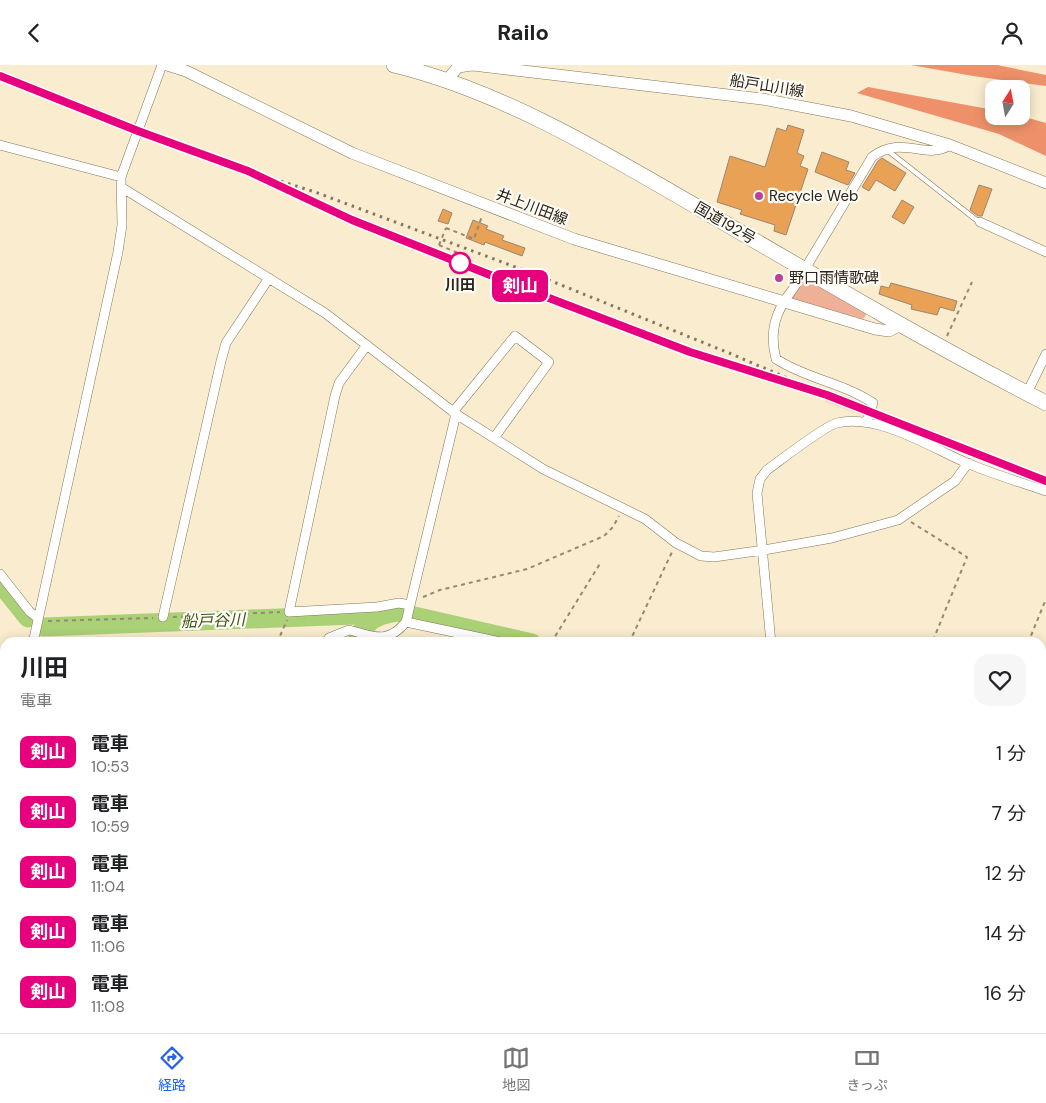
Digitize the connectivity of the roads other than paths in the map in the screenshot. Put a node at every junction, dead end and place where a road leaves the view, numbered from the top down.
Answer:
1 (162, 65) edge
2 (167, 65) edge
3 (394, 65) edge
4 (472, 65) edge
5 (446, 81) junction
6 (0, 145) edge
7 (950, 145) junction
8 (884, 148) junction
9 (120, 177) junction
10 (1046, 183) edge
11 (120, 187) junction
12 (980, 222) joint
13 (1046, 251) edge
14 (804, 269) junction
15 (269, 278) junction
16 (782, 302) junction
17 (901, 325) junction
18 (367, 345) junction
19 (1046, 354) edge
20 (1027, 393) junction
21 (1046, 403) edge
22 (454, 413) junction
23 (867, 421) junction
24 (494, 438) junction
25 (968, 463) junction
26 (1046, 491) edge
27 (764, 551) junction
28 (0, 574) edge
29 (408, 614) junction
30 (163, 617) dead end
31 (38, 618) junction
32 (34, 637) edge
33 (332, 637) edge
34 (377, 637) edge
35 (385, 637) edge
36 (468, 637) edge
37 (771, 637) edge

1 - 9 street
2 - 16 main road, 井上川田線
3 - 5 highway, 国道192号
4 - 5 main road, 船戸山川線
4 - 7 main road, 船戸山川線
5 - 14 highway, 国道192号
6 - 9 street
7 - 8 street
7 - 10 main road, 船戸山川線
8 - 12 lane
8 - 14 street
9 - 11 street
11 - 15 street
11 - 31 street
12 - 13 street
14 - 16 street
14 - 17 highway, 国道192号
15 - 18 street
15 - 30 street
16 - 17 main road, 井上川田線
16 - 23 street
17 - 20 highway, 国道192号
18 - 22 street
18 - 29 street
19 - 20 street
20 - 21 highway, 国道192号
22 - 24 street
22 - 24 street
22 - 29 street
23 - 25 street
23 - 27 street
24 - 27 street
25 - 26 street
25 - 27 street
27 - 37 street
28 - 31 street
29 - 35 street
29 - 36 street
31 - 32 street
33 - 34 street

# [WHAT NEEDS TO BE DONE]
Only the text of the entries belongs in the answer, copied exactly; the pictures stay out.

# [OUTPUT FOR THIS EXERCISE]
Digitize the connectivity of the roads other than paths in the map in the screenshot. Put a node at every junction, dead end and place where a road leaves the view, numbered from the top down.
Answer:
1 (162, 65) edge
2 (167, 65) edge
3 (394, 65) edge
4 (472, 65) edge
5 (446, 81) junction
6 (0, 145) edge
7 (950, 145) junction
8 (884, 148) junction
9 (120, 177) junction
10 (1046, 183) edge
11 (120, 187) junction
12 (980, 222) joint
13 (1046, 251) edge
14 (804, 269) junction
15 (269, 278) junction
16 (782, 302) junction
17 (901, 325) junction
18 (367, 345) junction
19 (1046, 354) edge
20 (1027, 393) junction
21 (1046, 403) edge
22 (454, 413) junction
23 (867, 421) junction
24 (494, 438) junction
25 (968, 463) junction
26 (1046, 491) edge
27 (764, 551) junction
28 (0, 574) edge
29 (408, 614) junction
30 (163, 617) dead end
31 (38, 618) junction
32 (34, 637) edge
33 (332, 637) edge
34 (377, 637) edge
35 (385, 637) edge
36 (468, 637) edge
37 (771, 637) edge

1 - 9 street
2 - 16 main road, 井上川田線
3 - 5 highway, 国道192号
4 - 5 main road, 船戸山川線
4 - 7 main road, 船戸山川線
5 - 14 highway, 国道192号
6 - 9 street
7 - 8 street
7 - 10 main road, 船戸山川線
8 - 12 lane
8 - 14 street
9 - 11 street
11 - 15 street
11 - 31 street
12 - 13 street
14 - 16 street
14 - 17 highway, 国道192号
15 - 18 street
15 - 30 street
16 - 17 main road, 井上川田線
16 - 23 street
17 - 20 highway, 国道192号
18 - 22 street
18 - 29 street
19 - 20 street
20 - 21 highway, 国道192号
22 - 24 street
22 - 24 street
22 - 29 street
23 - 25 street
23 - 27 street
24 - 27 street
25 - 26 street
25 - 27 street
27 - 37 street
28 - 31 street
29 - 35 street
29 - 36 street
31 - 32 street
33 - 34 street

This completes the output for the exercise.